"""
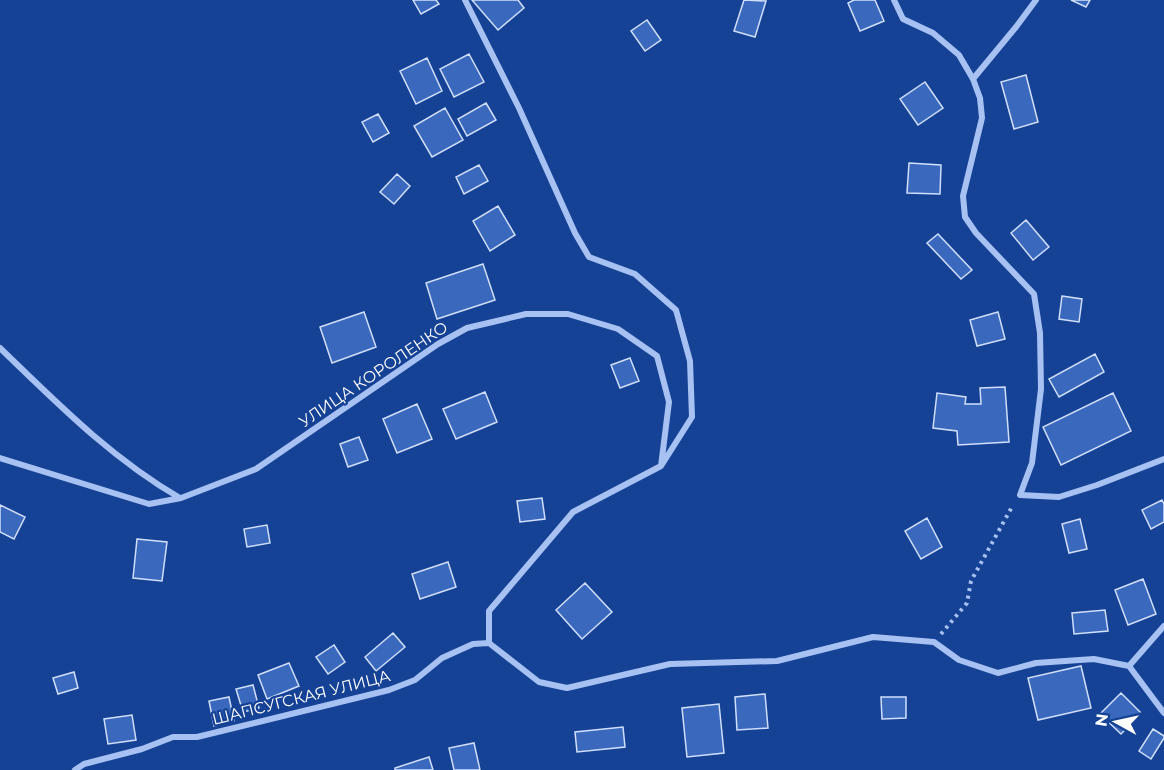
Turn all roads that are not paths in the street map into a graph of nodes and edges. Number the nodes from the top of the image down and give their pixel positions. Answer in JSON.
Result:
{"nodes":[{"id":1,"x":465,"y":0,"type":"edge"},
{"id":2,"x":894,"y":0,"type":"edge"},
{"id":3,"x":1036,"y":0,"type":"edge"},
{"id":4,"x":973,"y":79,"type":"junction"},
{"id":5,"x":0,"y":348,"type":"edge"},
{"id":6,"x":0,"y":458,"type":"edge"},
{"id":7,"x":1164,"y":459,"type":"edge"},
{"id":8,"x":660,"y":466,"type":"junction"},
{"id":9,"x":181,"y":498,"type":"junction"},
{"id":10,"x":1164,"y":626,"type":"edge"},
{"id":11,"x":489,"y":643,"type":"junction"},
{"id":12,"x":1129,"y":666,"type":"junction"},
{"id":13,"x":1164,"y":713,"type":"edge"},
{"id":14,"x":75,"y":770,"type":"edge"}],
"edges":[{"from":1,"to":8,"type":"street"},
{"from":2,"to":4,"type":"street"},
{"from":3,"to":4,"type":"street"},
{"from":4,"to":7,"type":"street"},
{"from":5,"to":9,"type":"street"},
{"from":6,"to":9,"type":"street","name":"УЛИЦА КОРОЛЕНКО"},
{"from":8,"to":9,"type":"street","name":"УЛИЦА КОРОЛЕНКО"},
{"from":8,"to":11,"type":"street"},
{"from":10,"to":12,"type":"street"},
{"from":11,"to":12,"type":"street"},
{"from":11,"to":14,"type":"street","name":"ШАПСУГСКАЯ УЛИЦА"},
{"from":12,"to":13,"type":"street"}]}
"""
### TASK DETAILS
All lines of the records above that contain the word "УЛИЦА" are to be copied out.

### ANSWER TO THE EXERCISE
{"from":6,"to":9,"type":"street","name":"УЛИЦА КОРОЛЕНКО"},
{"from":8,"to":9,"type":"street","name":"УЛИЦА КОРОЛЕНКО"},
{"from":11,"to":14,"type":"street","name":"ШАПСУГСКАЯ УЛИЦА"},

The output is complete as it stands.